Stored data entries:
--------------------
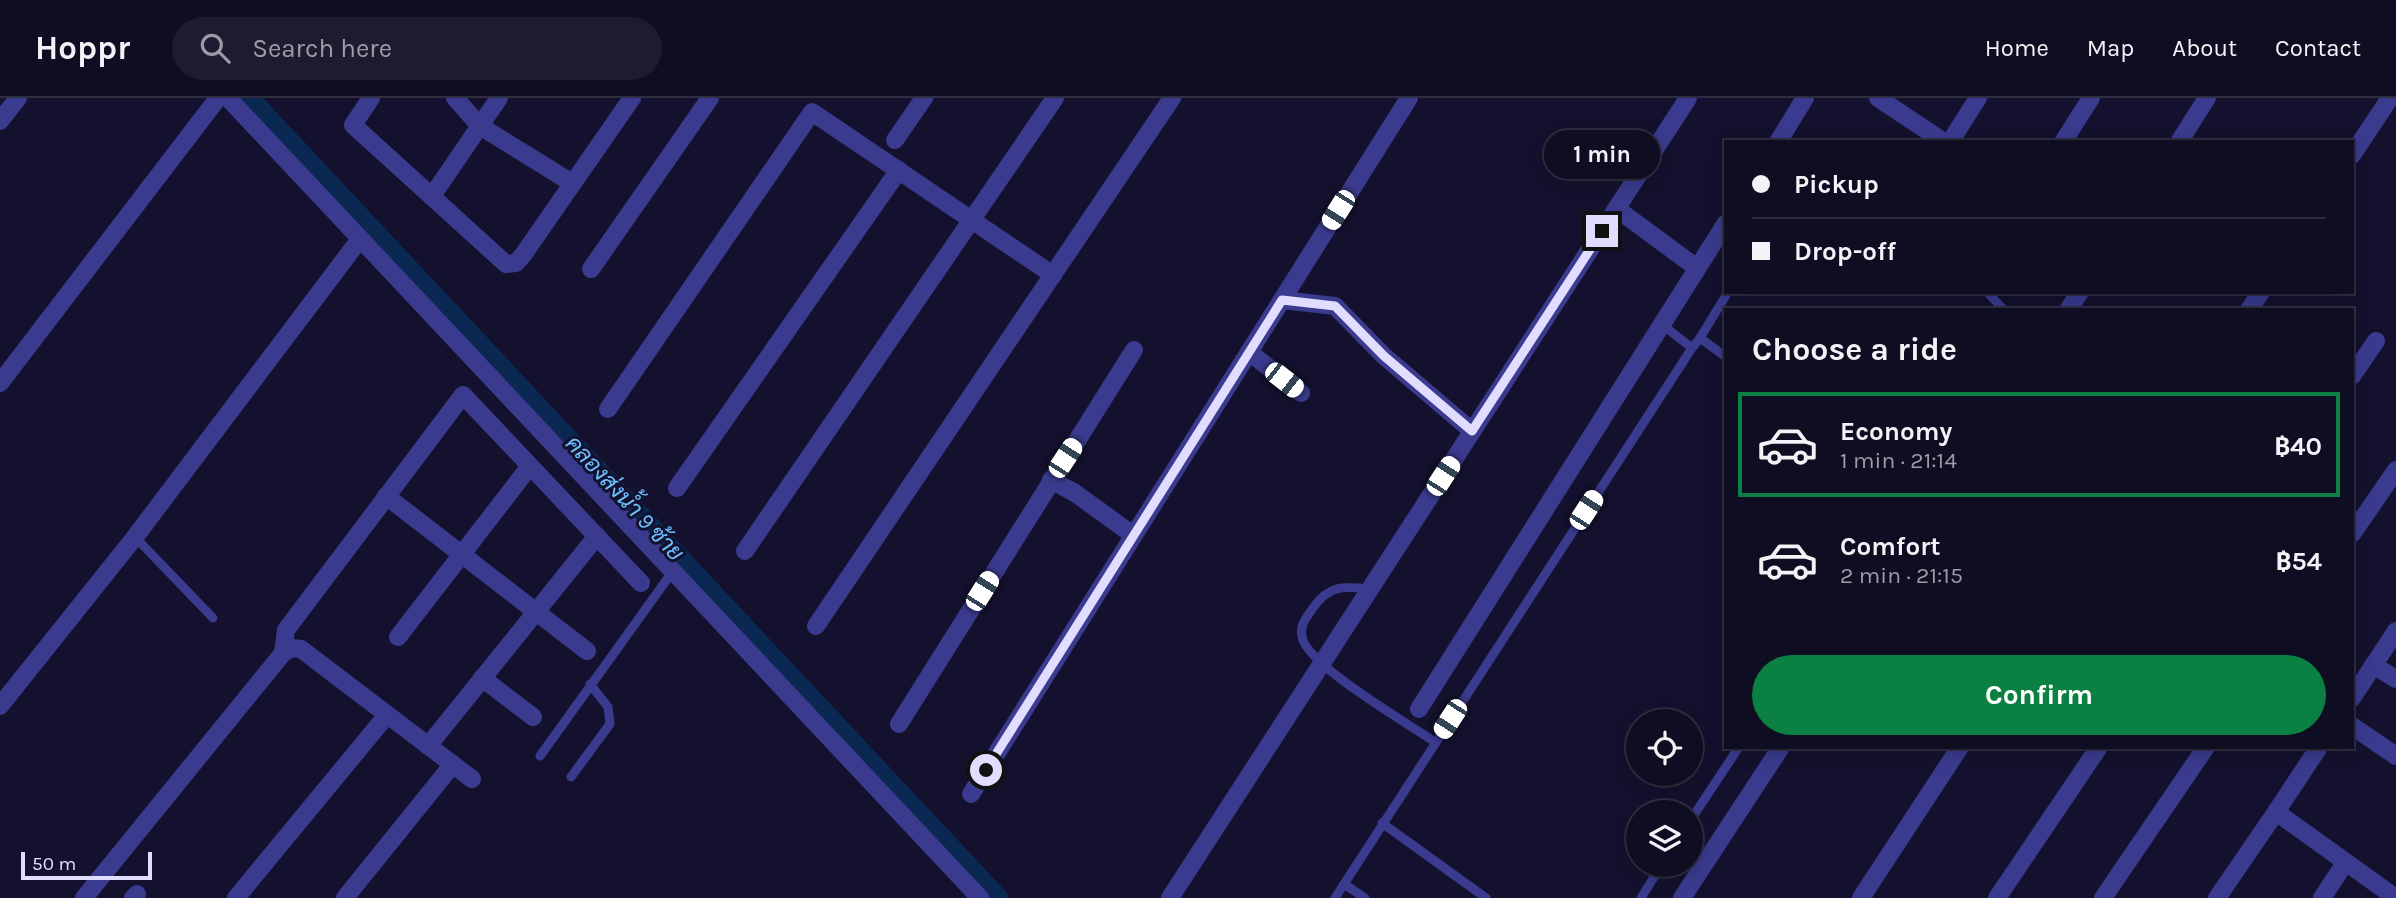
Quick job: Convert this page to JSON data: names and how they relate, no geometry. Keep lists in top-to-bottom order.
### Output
{
  "water": ["คลองส่งน้ำ 9 ซ้าย"],
  "scale_bar": "50 m",
  "page": {
    "header": "Hoppr",
    "search": "Search here",
    "nav": [
      "Home",
      "Map",
      "About",
      "Contact"
    ],
    "bubble": "1 min",
    "banner": ["Pickup", "Drop-off"],
    "heading": "Choose a ride",
    "list": [
      {
        "name": "Economy",
        "note": "1 min · 21:14",
        "value": "฿40"
      },
      {
        "name": "Comfort",
        "note": "2 min · 21:15",
        "value": "฿54"
      }
    ],
    "buttons": "Confirm",
    "scale": "50 m"
  }
}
--------------------
Every line above is to be returned exactly, with its pictures removed.

Quick job: Convert this page to JSON data: names and how they relate, no geometry. Keep lists in top-to-bottom order.
### Output
{
  "water": ["คลองส่งน้ำ 9 ซ้าย"],
  "scale_bar": "50 m",
  "page": {
    "header": "Hoppr",
    "search": "Search here",
    "nav": [
      "Home",
      "Map",
      "About",
      "Contact"
    ],
    "bubble": "1 min",
    "banner": ["Pickup", "Drop-off"],
    "heading": "Choose a ride",
    "list": [
      {
        "name": "Economy",
        "note": "1 min · 21:14",
        "value": "฿40"
      },
      {
        "name": "Comfort",
        "note": "2 min · 21:15",
        "value": "฿54"
      }
    ],
    "buttons": "Confirm",
    "scale": "50 m"
  }
}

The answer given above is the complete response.